Perché ora Trump riconosce le intrusioni russe
Donald Trump è rientrato da un summit da dimenticare con Vladimir Putin. Ma l’amnesia non sarà facile, questa volta, per il presidente americano, nonostante la vocazione a sovvertire regole e aspettative di diplomazia e politica. Trump, è il giudizio collettivo che risuona dai banchi dell’opposizione ma anche tra diversi repubblicani, ha passato il segno. È stato nettamente surclassato dal leader di una potenza ostile. È parso impreparato e debole.
Tanto da essere costretto, appena atterrato in patria, a correre ai ripari e a invertire la rotta. Incontrando in serata i giornalisti nello Studio Ovale, Trump ha ribadito la fiducia nelle agenzie americane di intelligence. E ha detto di essersi espresso male, a Helsinki, a proposito delle presunte interferenze russe nelle elezioni del 2016. Ora accetta le loro conclusioni: la Russia ha sì interferito nel voto, ma senza avere avuto impatto sull’esito.

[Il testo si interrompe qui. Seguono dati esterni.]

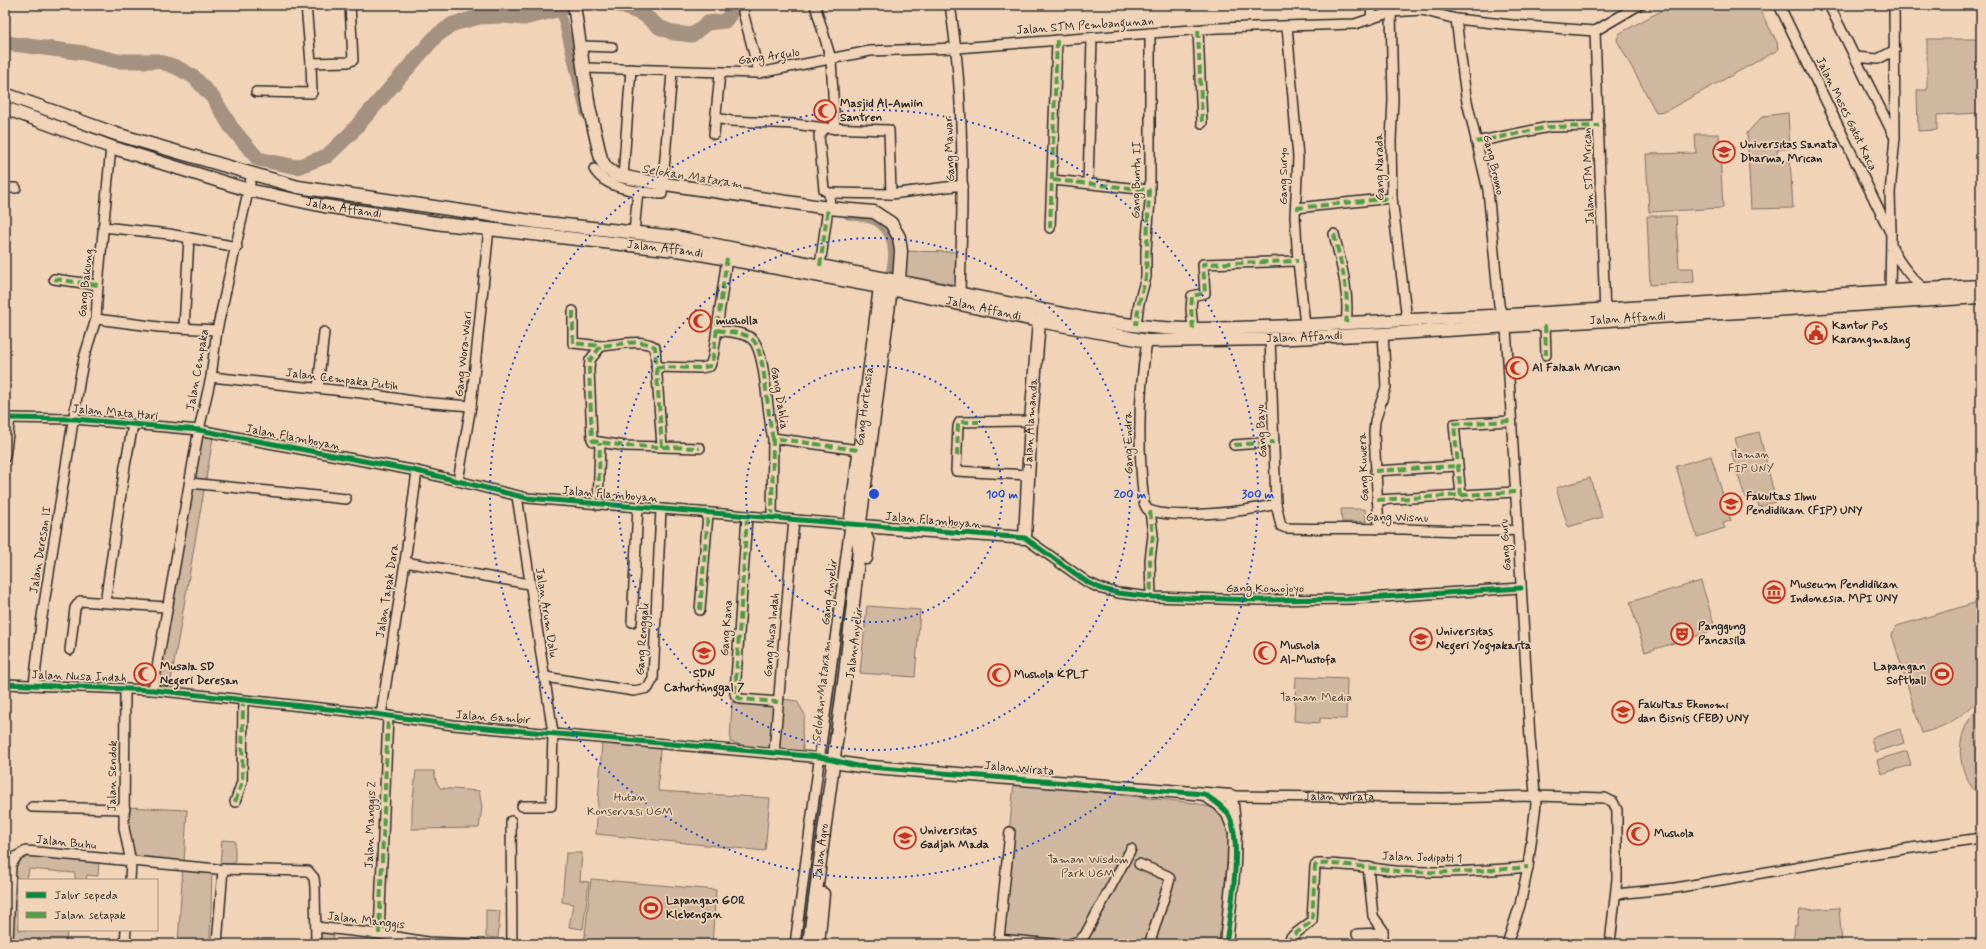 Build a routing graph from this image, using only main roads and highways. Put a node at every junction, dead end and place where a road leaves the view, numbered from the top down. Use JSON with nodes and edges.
{"nodes":[{"id":1,"x":574,"y":5,"type":"edge"},
{"id":2,"x":5,"y":94,"type":"edge"},
{"id":3,"x":5,"y":108,"type":"edge"},
{"id":4,"x":634,"y":238,"type":"junction"},
{"id":5,"x":889,"y":282,"type":"junction"},
{"id":6,"x":1981,"y":286,"type":"edge"},
{"id":7,"x":1981,"y":297,"type":"edge"},
{"id":8,"x":1792,"y":302,"type":"junction"},
{"id":9,"x":1040,"y":315,"type":"junction"},
{"id":10,"x":1605,"y":315,"type":"junction"},
{"id":11,"x":1504,"y":322,"type":"junction"},
{"id":12,"x":1189,"y":333,"type":"junction"},
{"id":13,"x":854,"y":525,"type":"junction"},
{"id":14,"x":1025,"y":538,"type":"joint"},
{"id":15,"x":829,"y":759,"type":"junction"},
{"id":16,"x":1204,"y":794,"type":"junction"},
{"id":17,"x":1235,"y":832,"type":"junction"},
{"id":18,"x":809,"y":944,"type":"edge"},
{"id":19,"x":818,"y":944,"type":"edge"},
{"id":20,"x":1226,"y":944,"type":"edge"}],
"edges":[{"from":1,"to":5,"type":"main road"},
{"from":2,"to":4,"type":"main road","name":"Jalan Affandi"},
{"from":3,"to":4,"type":"main road","name":"Jalan Affandi"},
{"from":4,"to":5,"type":"main road","name":"Jalan Affandi"},
{"from":4,"to":5,"type":"main road","name":"Jalan Affandi"},
{"from":5,"to":9,"type":"main road","name":"Jalan Affandi"},
{"from":5,"to":9,"type":"main road","name":"Jalan Affandi"},
{"from":5,"to":13,"type":"main road","name":"Gang Hortensia"},
{"from":5,"to":13,"type":"main road","name":"Gang Hortensia"},
{"from":6,"to":8,"type":"main road","name":"Jalan Affandi"},
{"from":7,"to":8,"type":"main road","name":"Jalan Affandi"},
{"from":8,"to":10,"type":"main road","name":"Jalan Affandi"},
{"from":9,"to":12,"type":"main road","name":"Jalan Affandi"},
{"from":9,"to":12,"type":"main road","name":"Jalan Affandi"},
{"from":9,"to":14,"type":"main road","name":"Jalan Alamanda"},
{"from":10,"to":11,"type":"main road","name":"Jalan Affandi"},
{"from":10,"to":11,"type":"main road","name":"Jalan Affandi"},
{"from":11,"to":12,"type":"main road","name":"Jalan Affandi"},
{"from":11,"to":12,"type":"main road","name":"Jalan Affandi"},
{"from":13,"to":14,"type":"main road","name":"Jalan Flamboyan"},
{"from":13,"to":15,"type":"main road","name":"Jalan Anyelir"},
{"from":15,"to":16,"type":"main road","name":"Jalan Wirata"},
{"from":15,"to":18,"type":"main road","name":"Jalan Agro"},
{"from":15,"to":19,"type":"main road","name":"Jalan Agro"},
{"from":16,"to":17,"type":"main road"},
{"from":16,"to":17,"type":"main road","name":"Jalan Wirata"},
{"from":17,"to":20,"type":"main road"}]}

La Casa Bianca farà di tutto per proteggere il prossimo voto di novembre.
Tra le critiche, la sferzata più dura è forse spettata all’ex presidente democratico Barack Obama, dal Sudafrica: è uscito allo scoperto da un auto-imposto esilio politico con un discorso in difesa della democrazia e contro la “strongman politics”, degli uomini forti, dei leader autoritari che sposano la politica delle menzogne, della paura, del rancore.
La polemica era scoppiata sull’accettazione supina dei dinieghi di Putin alle intrusioni elettorali, come sull’incapacità di affrontare nodi irrisolti dall’Ucraina alla Siria al disarmo. Realtà che hanno strappato il velo di un incontro definito da Trump «molto produttivo». Che si è semmai caricata di simboli ancor più inquietanti con il passare delle ore: il New York Times ha evidenziato quel pallone dei Mondiali consegnato da Putin a Trump con un messaggio sibillino. La palla è nel tuo campo, rinfacciandogli un’espressione cara ai collaboratori della Casa Bianca che sostenevano fosse invece Mosca a dover dar prova di umiltà e cooperazione.
Se però il vertice con Putin è stato generalmente considerato un fiasco, più azzardato è ipotizzarne le vere conseguenze. La politica estera di America First rimane un enigma aggravato dagli umori personali di un presidente che teme ovunque cospirazioni per delegittimarlo. Che alterna aggressioni, politiche e commerciali, a Paesi amici, ad abboccamenti con leader ostici e ostili del calibro di Putin e Kim Jong-un. Un enigma che potrebbe erodere la fiducia transatlantica e seminare confusione.
Appare però arduo, data la presa interna di Trump, anche scommettere sulla posizione dei suoi collaboratori e di notabili repubblicani per cercare di contenere legislativamente azioni e dichiarazioni del presidente, o di far pesare le critiche al di là di momentanee dissociazioni. Dimissioni eccellenti nell’amministrazione, all’ombra del drammatico vertice, non sono avvenute. E a pochi mesi dalle elezioni di metà mandato a novembre, i parlamentari fanno i conti con un presidente che grazie al suo populismo resta popolare tra i ranghi di militanti ed elettori fidati, con un gradimento superiore al 90%. E con buona pace per i destini della leadership americana e del mondo.